Michigan's 8th Congressional District is considered a "toss-up" in this year's midterm election, largely due to recently redrawn redistricting maps. There's been a Kildee representing this part of Michigan since 1977, starting with Dale Kildee. Dan Kildee succeeded his uncle in 2013. But with the new lines, the race isn't as clear cut as it might have been in previous years. Reporter Steve Carmody spoke with the candidates running in the district, including Democratic candidate and incumbent Dan Kildee. Get to know more about him in the interview below.

Let's talk about the redistricting. Do you have any concerns that the way this district has been drawn up, it could threaten your ability to win reelection?

Yeah, I mean, I take every term on its own. No one has any entitlement to a seat in Congress, so I have to go out and earn it every two years.
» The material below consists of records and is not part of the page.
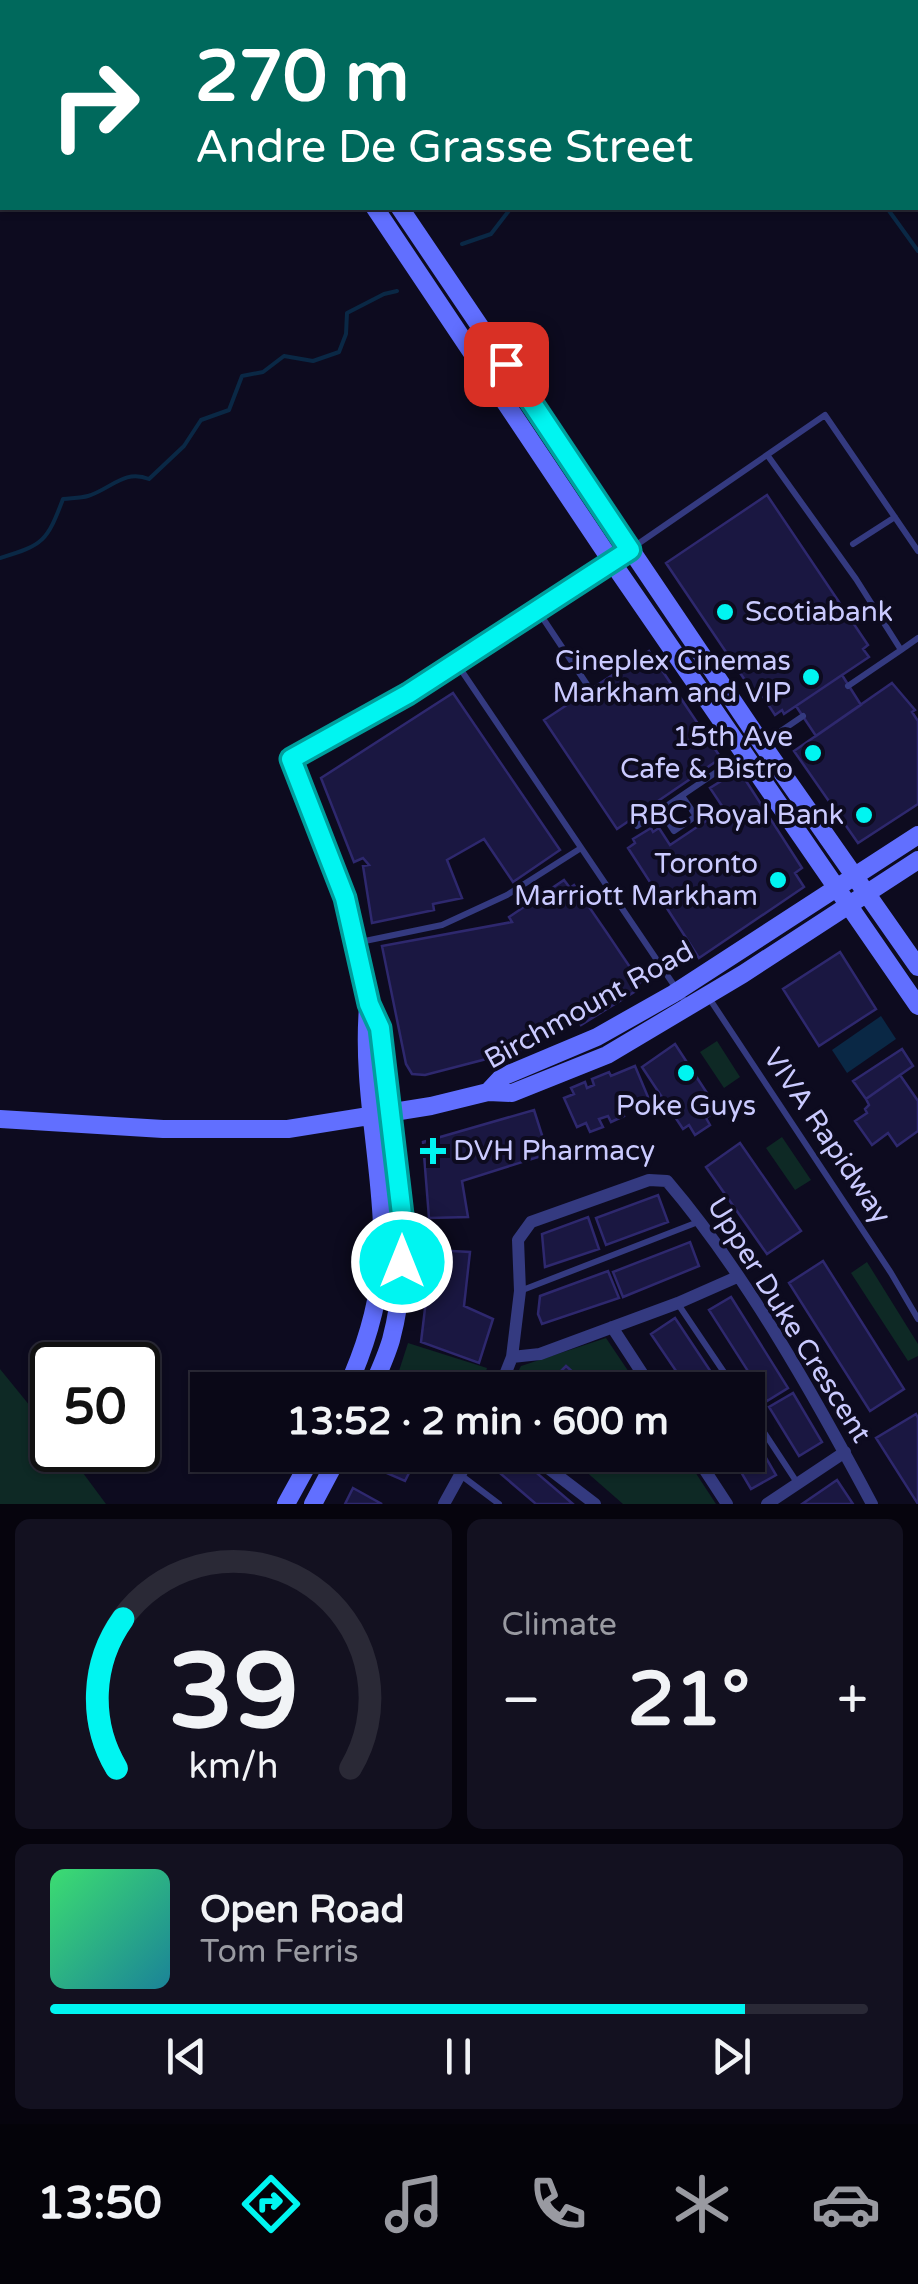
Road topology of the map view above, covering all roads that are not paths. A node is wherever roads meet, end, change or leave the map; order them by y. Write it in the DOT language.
graph roads {
  1 [pos="375,210"];
  2 [pos="401,210"];
  3 [pos="768,456"];
  4 [pos="896,517"];
  5 [pos="853,544"];
  6 [pos="630,550"];
  7 [pos="918,551"];
  8 [pos="612,562"];
  9 [pos="538,610"];
  10 [pos="918,638"];
  11 [pos="901,650"];
  12 [pos="456,663"];
  13 [pos="848,686"];
  14 [pos="590,690"];
  15 [pos="803,716"];
  16 [pos="754,748"];
  17 [pos="682,796"];
  18 [pos="660,810"];
  19 [pos="637,826"];
  20 [pos="918,835"];
  21 [pos="582,848"];
  22 [pos="918,860"];
  23 [pos="855,875"];
  24 [pos="838,886"];
  25 [pos="868,894"];
  26 [pos="850,905"];
  27 [pos="355,943"];
  28 [pos="918,968"];
  29 [pos="697,979"];
  30 [pos="708,996"];
  31 [pos="683,999"];
  32 [pos="369,1004"];
  33 [pos="918,1006"];
  34 [pos="390,1113"];
  35 [pos="370,1116"];
  36 [pos="0,1119"];
  37 [pos="699,1222"];
  38 [pos="737,1277"];
  39 [pos="520,1291"];
  40 [pos="678,1303"];
  41 [pos="918,1320"];
  42 [pos="612,1327"];
  43 [pos="512,1357"];
  44 [pos="354,1372"];
  45 [pos="378,1372"];
  46 [pos="506,1372"];
  47 [pos="641,1372"];
  48 [pos="724,1372"];
  49 [pos="765,1434"];
  50 [pos="844,1452"];
  51 [pos="304,1472"];
  52 [pos="331,1472"];
  53 [pos="464,1472"];
  54 [pos="553,1472"];
  55 [pos="706,1472"];
  56 [pos="462,1476"];
  57 [pos="798,1485"];
  58 [pos="286,1504"];
  59 [pos="313,1504"];
  60 [pos="444,1504"];
  61 [pos="498,1504"];
  62 [pos="595,1504"];
  63 [pos="727,1504"];
  64 [pos="767,1504"];
  65 [pos="872,1504"];
  1 -- 8 [label="main road"];
  2 -- 6 [label="main road"];
  3 -- 4 [label="lane"];
  3 -- 6 [label="lane"];
  3 -- 11 [label="lane"];
  4 -- 5 [label="lane"];
  4 -- 7 [label="lane"];
  6 -- 8 [label="street"];
  6 -- 16 [label="main road"];
  8 -- 9 [label="main road"];
  8 -- 16 [label="main road"];
  9 -- 12 [label="main road"];
  9 -- 14 [label="lane"];
  10 -- 11 [label="lane"];
  11 -- 13 [label="lane"];
  12 -- 21 [label="lane"];
  12 -- 27 [label="main road"];
  15 -- 16 [label="lane"];
  16 -- 17 [label="lane"];
  16 -- 23 [label="main road"];
  16 -- 24 [label="main road"];
  17 -- 18 [label="lane"];
  17 -- 18 [label="lane"];
  18 -- 19 [label="lane"];
  20 -- 23 [label="main road, Birchmount Road"];
  21 -- 27 [label="lane"];
  21 -- 31 [label="lane"];
  22 -- 25 [label="main road, Birchmount Road"];
  23 -- 24 [label="main road, Birchmount Road"];
  23 -- 25 [label="main road"];
  24 -- 26 [label="main road"];
  24 -- 29 [label="main road, Birchmount Road"];
  25 -- 26 [label="main road, Birchmount Road"];
  25 -- 28 [label="main road"];
  26 -- 30 [label="main road, Birchmount Road"];
  26 -- 33 [label="main road"];
  27 -- 32 [label="main road"];
  29 -- 30 [label="lane, VIVA Rapidway"];
  29 -- 31 [label="main road, Birchmount Road"];
  30 -- 31 [label="main road, Birchmount Road"];
  30 -- 41 [label="lane, VIVA Rapidway"];
  31 -- 34 [label="main road, Birchmount Road"];
  32 -- 34 [label="main road"];
  32 -- 35 [label="main road"];
  34 -- 35 [label="main road, Birchmount Road"];
  34 -- 45 [label="main road"];
  35 -- 36 [label="main road, Birchmount Road"];
  35 -- 44 [label="main road"];
  37 -- 38 [label="street, Upper Duke Crescent"];
  37 -- 39 [label="lane"];
  37 -- 39 [label="street, Upper Duke Crescent"];
  38 -- 40 [label="street"];
  38 -- 50 [label="street, Upper Duke Crescent"];
  39 -- 43 [label="street, Upper Duke Crescent"];
  40 -- 42 [label="street"];
  40 -- 48 [label="lane"];
  42 -- 43 [label="street"];
  42 -- 47 [label="street"];
  43 -- 46 [label="street, Upper Duke Crescent"];
  49 -- 57 [label="lane"];
  50 -- 57 [label="street"];
  50 -- 65 [label="street, Upper Duke Crescent"];
  51 -- 58 [label="main road"];
  52 -- 59 [label="main road"];
  53 -- 56 [label="street"];
  54 -- 62 [label="street"];
  55 -- 63 [label="street"];
  56 -- 60 [label="street"];
  56 -- 61 [label="lane"];
  57 -- 64 [label="street"];
}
I'm a person distinct from my predecessor, despite our family connections and I'm different in a lot of ways. But the voters choose their representatives. So I'm pretty philosophical about it in the sense that this district makes sense as a district. Whether the people choose me to be their voice is up to them. It's more challenging from a partisan standpoint, but the district makes sense, and I just think that ought to be the starting point. The last thing any of us should ever want is for district lines to be drawn because of a person who happens to hold an office. To be fair, I don't think the Reapportionment Commission could have come up with a more logical map for this area than what they did. I mean, it just makes sense. These four communities are connected to one another Flint, Saginaw, Bay City and Midland. They've been talked about in the same breath for a long, long time. They each have their differences, their distinctions between one another, but there is a social, a community, an economic, a geographic connection between these places that make sense. 6.9]

What's the most important issue this district is facing?

I think there's a big question right now about women's reproductive health. That was not expected to be an issue a year ago, but it sure has become one recently. When I, for example, came to an event in Midland expecting to see a few dozen die hard activists at the courthouse and saw what looked like a thousand people raising their voices to protect the rights of women, to make decisions about their own health care for themselves, I was moved to the point where I thought, okay, this could be a really significant issue. I think there's concern about women's health care and reproductive rights.

Clearly, there's always concerns about the economy. Most of my effort, and thankfully we had some results recently, is focused on how do we support the manufacturing and agricultural economy of this area? That's a big issue. An overarching or maybe underlying issue is the threat to democracy, which I think a lot of people take seriously. So these are the issues that are on people's minds and the ones I hear about most.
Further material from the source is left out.